*Your instructions:*
Tell how many lines in these records contain the string "edges", with only the number as the reply.

*** Material for this exercise Section Begins ***

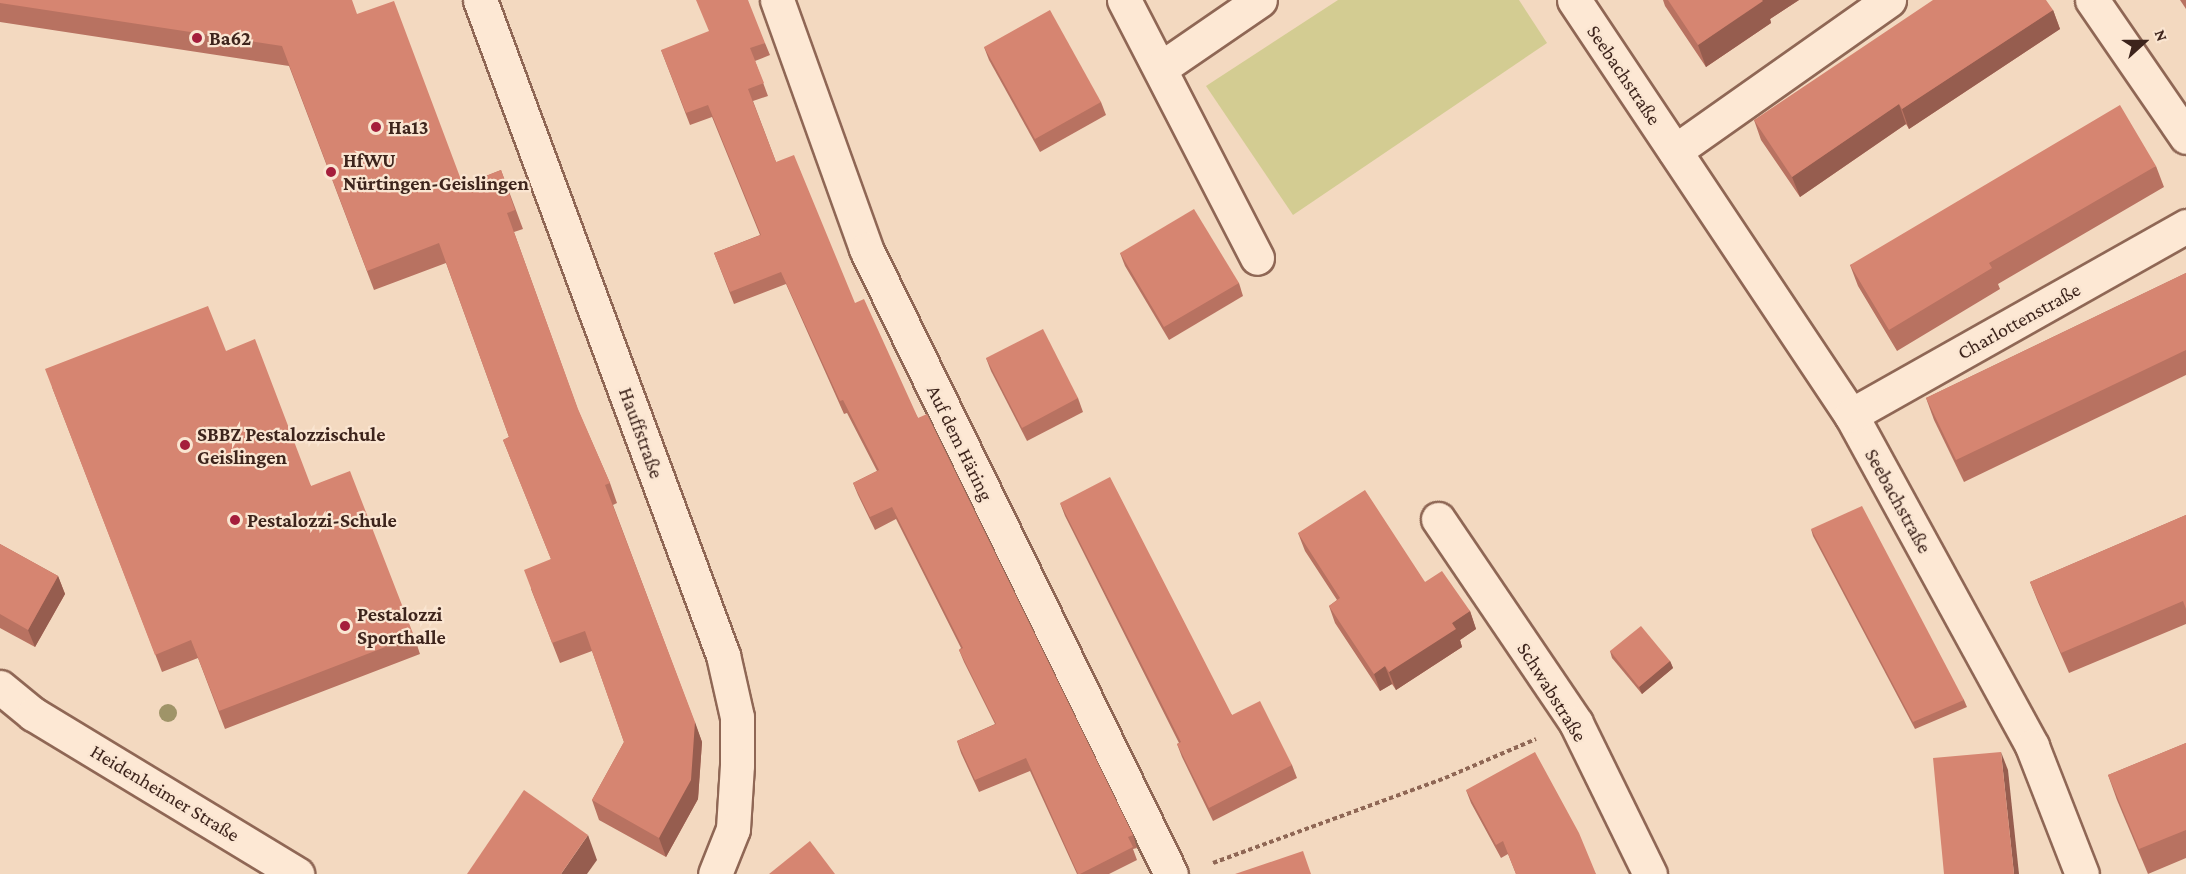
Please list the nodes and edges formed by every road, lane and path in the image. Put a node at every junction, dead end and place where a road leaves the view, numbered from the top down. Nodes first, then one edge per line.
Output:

*** Material for this exercise Section Ends ***
*** Material for this exercise Section Begins ***

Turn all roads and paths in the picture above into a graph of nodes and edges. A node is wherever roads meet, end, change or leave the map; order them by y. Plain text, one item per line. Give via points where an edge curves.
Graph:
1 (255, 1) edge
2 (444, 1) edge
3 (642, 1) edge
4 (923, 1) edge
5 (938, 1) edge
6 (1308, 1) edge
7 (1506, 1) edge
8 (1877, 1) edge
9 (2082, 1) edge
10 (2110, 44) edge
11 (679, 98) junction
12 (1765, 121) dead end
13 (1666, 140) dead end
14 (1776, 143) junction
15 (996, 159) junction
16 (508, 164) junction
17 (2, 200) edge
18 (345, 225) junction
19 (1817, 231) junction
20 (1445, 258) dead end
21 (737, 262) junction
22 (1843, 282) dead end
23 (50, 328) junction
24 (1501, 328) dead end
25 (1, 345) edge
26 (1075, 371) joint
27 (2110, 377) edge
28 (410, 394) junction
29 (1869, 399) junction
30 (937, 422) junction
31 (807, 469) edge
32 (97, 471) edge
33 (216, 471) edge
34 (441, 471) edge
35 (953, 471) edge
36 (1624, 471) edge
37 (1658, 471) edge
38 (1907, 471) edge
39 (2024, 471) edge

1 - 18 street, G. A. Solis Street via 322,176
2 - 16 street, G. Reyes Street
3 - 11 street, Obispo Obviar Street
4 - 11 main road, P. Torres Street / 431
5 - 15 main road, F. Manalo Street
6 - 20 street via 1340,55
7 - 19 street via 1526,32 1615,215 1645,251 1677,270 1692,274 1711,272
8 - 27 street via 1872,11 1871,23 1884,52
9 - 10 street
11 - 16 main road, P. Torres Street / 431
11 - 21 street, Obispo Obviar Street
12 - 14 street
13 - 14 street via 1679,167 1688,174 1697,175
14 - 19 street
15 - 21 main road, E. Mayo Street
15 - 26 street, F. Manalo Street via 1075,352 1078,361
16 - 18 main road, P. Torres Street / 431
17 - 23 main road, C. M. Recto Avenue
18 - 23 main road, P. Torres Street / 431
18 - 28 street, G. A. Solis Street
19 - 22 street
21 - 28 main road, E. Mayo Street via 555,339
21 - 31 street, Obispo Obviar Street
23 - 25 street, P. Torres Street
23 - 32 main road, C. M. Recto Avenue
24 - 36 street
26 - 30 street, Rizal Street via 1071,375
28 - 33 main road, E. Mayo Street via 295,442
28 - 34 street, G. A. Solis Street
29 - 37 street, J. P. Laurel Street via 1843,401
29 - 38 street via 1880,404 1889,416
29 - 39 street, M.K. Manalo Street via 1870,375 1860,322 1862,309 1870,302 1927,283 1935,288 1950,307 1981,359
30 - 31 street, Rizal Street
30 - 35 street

*** Material for this exercise Section Ends ***

*Response area:*
2